Invece questa storia della messa fuori legge della corrida, come tutte le ideine chiare e pulite delle brave persone impegnate, allontana irrimediabilmente dall’uomo proprio te, che non sei né chiaro né pulito, ma oscuro, ami nuotare nel fango e dormire sugli sterpi; e proprio per questo sei indispensabile più che mai all’omino postmoderno, con i suoi saponcini e i suoi shampi, e la sua viltà endemica, che lo spinge a farsela sotto per qualsiasi cosa banale.
Cosa sarebbe stato di me se non t’avessi adocchiato ancora adolescente, nero animale della palude?
Alla mattina ci si svegliava all’alba, con gli altri vostri amanti (ragazzi dalle occhiaie viola, uomini segnati da cicatrici diverse) e si partiva a cercarvi, nell’acqua fangosa del marais, forzando i cavalli (senza azzopparli) a buttarsi dalla terra ferma, giù, un paio di metri sotto. Poi, tra fango e acqua, era tutto un annusarsi reciproco, noi a lasciarci attirare dal vostro magnetismo animale, voi a uscire dai vostri nascondigli, e noi a galopparvi intorno, impugnando forconi mai davvero usati, per radunarvi.
Alla fine uscivate, e noi dietro e intorno, a spingervi all’arena del paese, dove per una settimana sareste stati gli eroi.

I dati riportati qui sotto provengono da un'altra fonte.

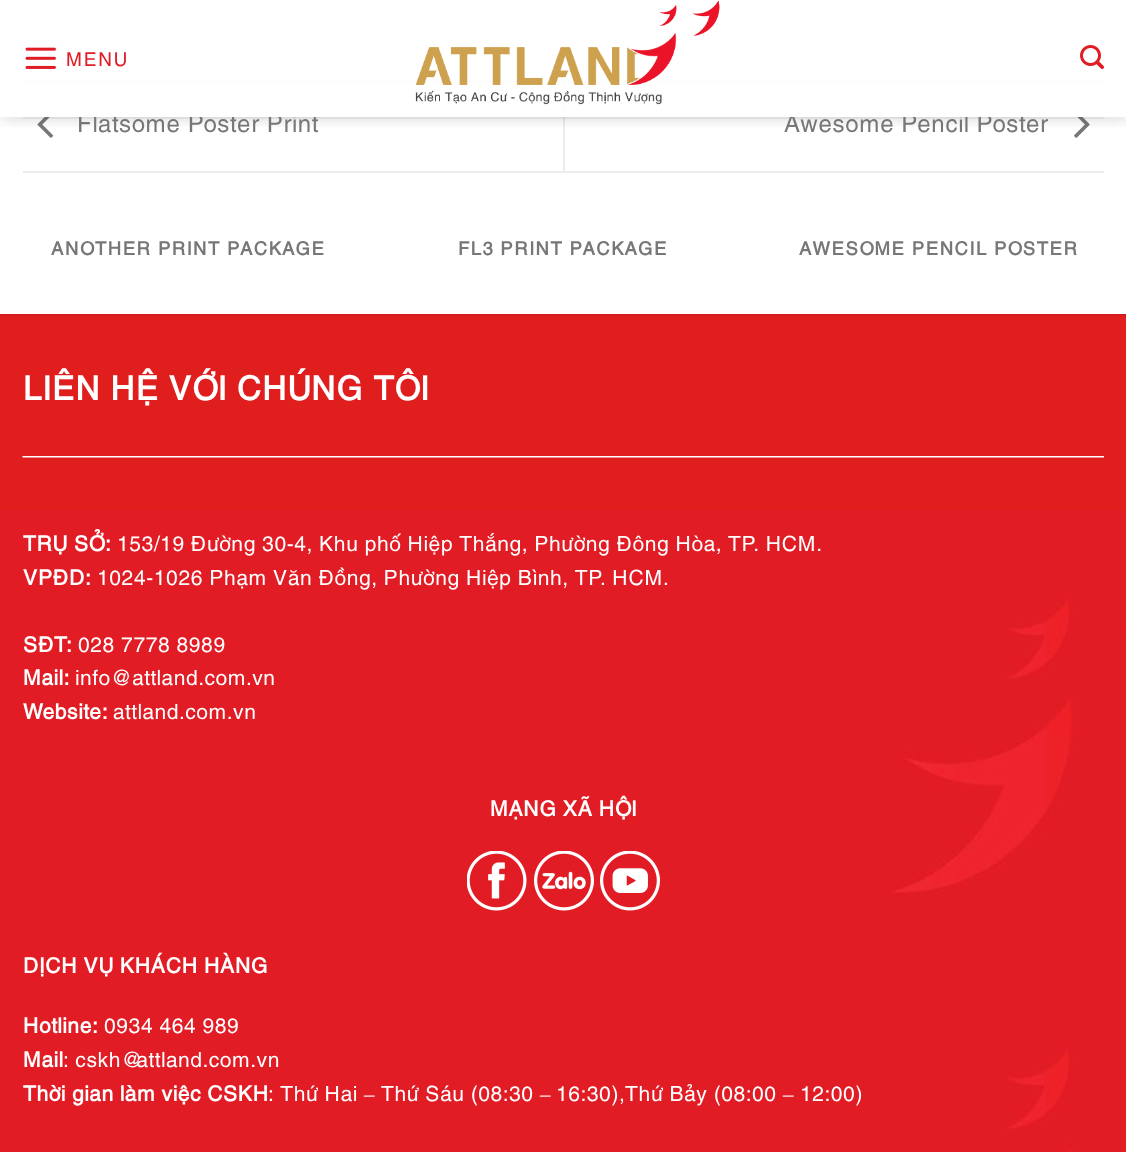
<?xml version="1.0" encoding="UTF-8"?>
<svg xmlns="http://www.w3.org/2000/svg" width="1126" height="1152">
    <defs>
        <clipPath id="clip1"><rect x="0" y="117" width="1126" height="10"/></clipPath>
        <filter id="blur1" x="-50%" y="-200%" width="200%" height="500%"><feGaussianBlur stdDeviation="7.5"/></filter>
    </defs>
    <rect width="100%" height="100%" fill="#FFFFFF"/>
    <rect x="23" y="80" width="1081" height="2" fill="#ECECEC"/>
    <image x="37" y="111" width="17" height="27" href="img_04.png"/>
    <rect x="563" y="81" width="2" height="90" fill="#ECECEC"/>
    <image x="1074" y="111" width="16" height="27" href="img_05.png"/>
    <g clip-path="url(#clip1)">
        <rect x="2" y="2" width="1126" height="117" fill="#000000" fill-opacity="0.15" filter="url(#blur1)"/>
    </g>
    <text x="77" y="132" font-family="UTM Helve" font-size="24" fill="#777777">Flatsome Poster Print</text>
    <text x="784" y="132" font-family="UTM Helve" font-size="24" fill="#777777">Awesome Pencil Poster</text>
    <rect x="23" y="80" width="1081" height="37" fill="#FFFFFF" fill-opacity="0.9"/>
    <image x="25" y="47" width="31" height="22" href="img_01.png"/>
    <text x="66" y="66" font-family="UTM Helve" font-size="19" letter-spacing="1" fill="#E11C25">MENU</text>
    <image x="415" y="0" width="305" height="105" href="img_02.png"/>
    <image x="1080" y="45" width="24" height="24" href="img_03.png"/>
    <rect x="23" y="117" width="1081" height="2" fill="#777777" fill-opacity="0.1"/>
    <rect x="45" y="111" width="1037" height="6" fill="#FFFFFF" fill-opacity="0.9"/>
    <rect x="23" y="171" width="1081" height="2" fill="#ECECEC"/>
    <text x="51" y="255" font-family="UTM Helve" font-size="18.4" font-weight="700" letter-spacing="0.9" fill="#777777">ANOTHER PRINT PACKAGE</text>
    <text x="458" y="255" font-family="UTM Helve" font-size="18.4" font-weight="700" letter-spacing="0.9" fill="#777777">FL3 PRINT PACKAGE</text>
    <text x="799" y="255" font-family="UTM Helve" font-size="18.4" font-weight="700" letter-spacing="0.9" fill="#777777">AWESOME PENCIL POSTER</text>
    <rect x="0" y="316" width="1126" height="194" fill="#E01E1E"/>
    <rect x="0" y="314" width="1126" height="2" fill="#D51D1D"/>
    <text x="23" y="400" font-family="UTM Helve" font-size="33" font-weight="700" fill="#FFFFFF">LIÊN HỆ VỚI CHÚNG TÔI</text>
    <image x="22" y="456" width="1082" height="2" href="img_06.png"/>
    <image x="0" y="510" width="1126" height="642" href="img_07.png"/>
    <text x="23" y="551" font-family="UTM Helve" font-size="21" font-weight="700" fill="#FFFFFF">TRỤ SỞ:</text>
    <text x="117" y="551" font-family="UTM Helve" font-size="21" fill="#FFFFFF">153/19 Đường 30-4, Khu phố Hiệp Thắng, Phường Đông Hòa, TP. HCM.</text>
    <text x="23" y="585" font-family="UTM Helve" font-size="21" font-weight="700" fill="#FFFFFF">VPĐD:</text>
    <text x="97" y="585" font-family="UTM Helve" font-size="21" fill="#FFFFFF">1024-1026 Phạm Văn Đồng, Phường Hiệp Bình, TP. HCM.</text>
    <text x="23" y="652" font-family="UTM Helve" font-size="21" font-weight="700" fill="#FFFFFF">SĐT:</text>
    <text x="78" y="652" font-family="UTM Helve" font-size="21" fill="#FFFFFF">028 7778 8989</text>
    <text x="23" y="685" font-family="UTM Helve" font-size="21" font-weight="700" fill="#FFFFFF">Mail:</text>
    <text x="75" y="685" font-family="UTM Helve" font-size="21" fill="#FFFFFF">info@ attland.com.vn</text>
    <text x="23" y="719" font-family="UTM Helve" font-size="21" font-weight="700" fill="#FFFFFF">Website:</text>
    <text x="113" y="719" font-family="UTM Helve" font-size="21" fill="#FFFFFF">attland.com.vn</text>
    <text x="490" y="816" font-family="UTM Helve" font-size="21" font-weight="700" fill="#FFFFFF">MẠNG XÃ HỘI</text>
    <image x="467" y="851" width="60" height="60" href="img_08.png"/>
    <image x="534" y="851" width="60" height="60" href="img_09.png"/>
    <image x="600" y="851" width="60" height="60" href="img_10.png"/>
    <text x="23" y="973" font-family="UTM Helve" font-size="21" font-weight="700" fill="#FFFFFF">DỊCH VỤ KHÁCH HÀNG</text>
    <text x="23" y="1033" font-family="UTM Helve" font-size="21" font-weight="700" fill="#FFFFFF">Hotline:</text>
    <text x="104" y="1033" font-family="UTM Helve" font-size="21" fill="#FFFFFF">0934 464 989</text>
    <text x="23" y="1067" font-family="UTM Helve" font-size="21" font-weight="700" fill="#FFFFFF">Mail</text>
    <text x="63" y="1067" font-family="UTM Helve" font-size="21" fill="#FFFFFF">: cskh@attland.com.vn</text>
    <text x="23" y="1101" font-family="UTM Helve" font-size="21" font-weight="700" fill="#FFFFFF">Thời gian làm việc CSKH</text>
    <text x="268" y="1101" font-family="UTM Helve" font-size="21" fill="#FFFFFF">: Thứ Hai</text>
    <text x="364" y="1101" font-family="Liberation Serif" font-size="21" fill="#FFFFFF">–</text>
    <text x="381" y="1101" font-family="UTM Helve" font-size="21" fill="#FFFFFF">Thứ Sáu (08:30</text>
    <text x="540" y="1101" font-family="Liberation Serif" font-size="21" fill="#FFFFFF">–</text>
    <text x="556" y="1101" font-family="UTM Helve" font-size="21" fill="#FFFFFF">16:30),Thứ Bảy (08:00</text>
    <text x="783" y="1101" font-family="Liberation Serif" font-size="21" fill="#FFFFFF">–</text>
    <text x="800" y="1101" font-family="UTM Helve" font-size="21" fill="#FFFFFF">12:00)</text>
</svg>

I ragazzi vi avrebbero rincorso di giorno, per vedere chi era più bravo a strapparvi la coccarda dalle corna; gli uomini vi avrebbero cavalcato, gareggiando a chi resisteva più a lungo. E la sera i cavalieri migliori si sarebbero sfidati per vedere chi era più rapido a togliervi dal collo la ghirlanda dei fiori palustri seccati, in una prova che si ripete dal Medio Evo.
Erano riti di destrezza, tenacia, equilibrio e coraggio, utili a diventare uomini. Poi alla fine della settimana: la “mise a mort”.
Il più veloce, agile, onorato di voi tori incontrava l’uomo, e il suo cavallo. Se il cavaliere riusciva ad ucciderlo, nel numero di assalti consentiti (pochi), l’animale veniva preparato, si allestiva la brace sulla spiaggia, e poi lo si cuoceva allo spiedo, mangiandolo di notte, col plenilunio.
Mai animale fu più amato, e rispettato, di quei tori divorati lentamente, nel silenzio rotto dalle onde del mare.
Certo la corrida è diversa, più fanfarona, più pesante, più squilibrata a sfavore del toro, però è sempre questo: “l’uomo che guarda, si confronta, e infine sacrifica il suo lato selvaggio, per accedere a una piena umanità”, così pensava Jung, che non scriveva romanzi gialli, ma scrutava e curava l’inconscio.
Può vivere l’uomo, ed in particolare il maschio, senza incontrare, rincorrere, ferire e lasciarsi ferire, dal toro, e poi sacrificarlo? Non credo.
Malgrado sinistra e animalisti, la nostra amicizia, toro carissimo, durerà ancora a lungo.